A former Chicago-based partner at a global consulting firm was sentenced Wednesday to two years in federal prison after he and a client schemed to bilk their companies out of hundreds of thousands of dollars in consulting work they never performed.
Navdeep Arora, a former partner in McKinsey & Company’s Chicago office, plotted with Matthew Sorensen, a former internal consultant for State Farm, to defraud both companies out of consulting fees, according to the U.S. Attorney’s Office for the Northern District of Illinois.
As part of the scheme, which started in 2007, Arora fraudulently took money from McKinsey, State Farm and other clients in the form of work-related travel reimbursements for expenses that were actually run up during personal trips, prosecutors said. Among the trips, Arora and Sorensen traveled to Napa, California and New York City and expensed their flights, hotels, meals, car services and other items to State Farm as business expenses.
Arora and Sorensen had a longstanding business relationship based on Arora’s work overseeing the consulting services his firm provided to State Farm, prosecutors said.

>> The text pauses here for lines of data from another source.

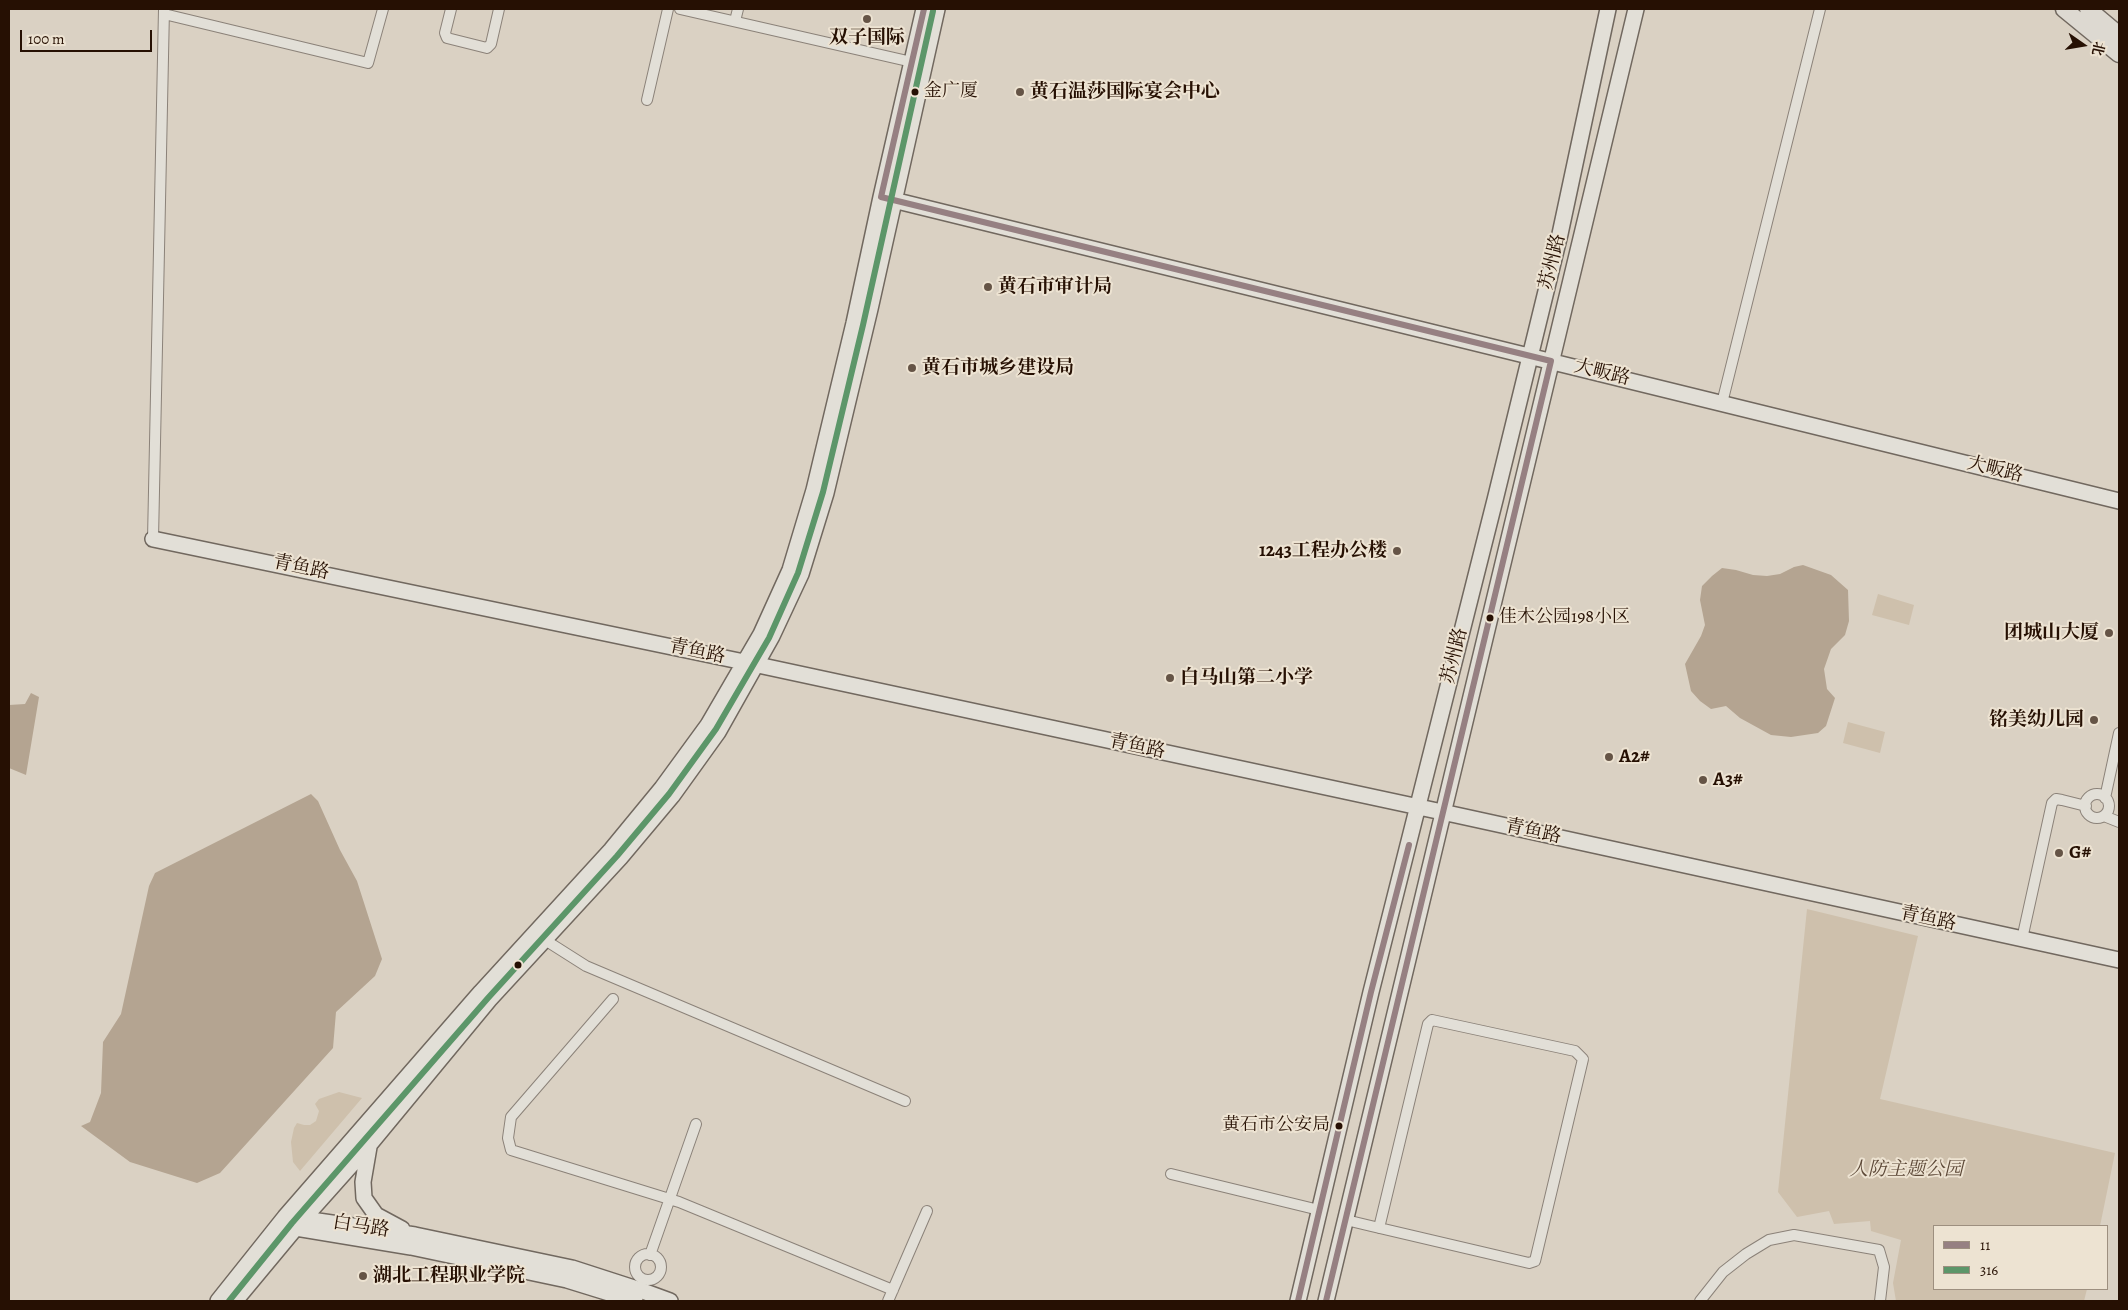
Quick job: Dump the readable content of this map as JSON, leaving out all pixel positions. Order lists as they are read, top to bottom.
{
  "streets": {
    "main road": [
      "苏州路",
      "大畈路",
      "青鱼路",
      "白马路"
    ]
  },
  "crossings": [
    ["苏州路", "大畈路"],
    ["苏州路", "青鱼路"]
  ],
  "parks": ["人防主题公园"],
  "places": [
    "双子国际",
    "金广厦",
    "黄石温莎国际宴会中心",
    "黄石市审计局",
    "黄石市城乡建设局",
    "1243工程办公楼",
    "佳木公园198小区",
    "团城山大厦",
    "白马山第二小学",
    "铭美幼儿园",
    "A2#",
    "A3#",
    "G#",
    "黄石市公安局",
    "湖北工程职业学院"
  ],
  "lines": ["transit line 11", "transit line 316"],
  "legend": ["11", "316"],
  "scale_bar": "100 m",
  "north": "right"
}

In his role, Sorensen provided input and recommendations about whether State Farm should hire outside consultants for company projects and who to retain.
The men used two separate corporate entities to defraud their employers out of the bogus fees, prosecutors said. Sorensen billed McKinsey for the purported work, while Arora allocated the fees to the State Farm projects he was assigned. As a result, McKinsey and State Farm paid $38,265 for consulting services purportedly performed by one of the corporations, and $452,710 in fees billed by the other.
Sorensen, the former chairman of the McLean County Board, pocketed a large portion of the money, while Arora received a substantial salary and benefits from McKinsey for maintaining the company’s business relationship with State Farm, prosecutors said.
Arora, 53 of London, was arrested in 2016 at JFK International Airport in New York after arriving on an overseas flight, prosecutors said. He later pleaded guilty to a single count of wire fraud before being sentenced Wednesday to two years in prison.
Sorensen, of Bloomington, also pleaded guilty to wire fraud, prosecutors said. He was sentenced to over a year in prison in September 2017.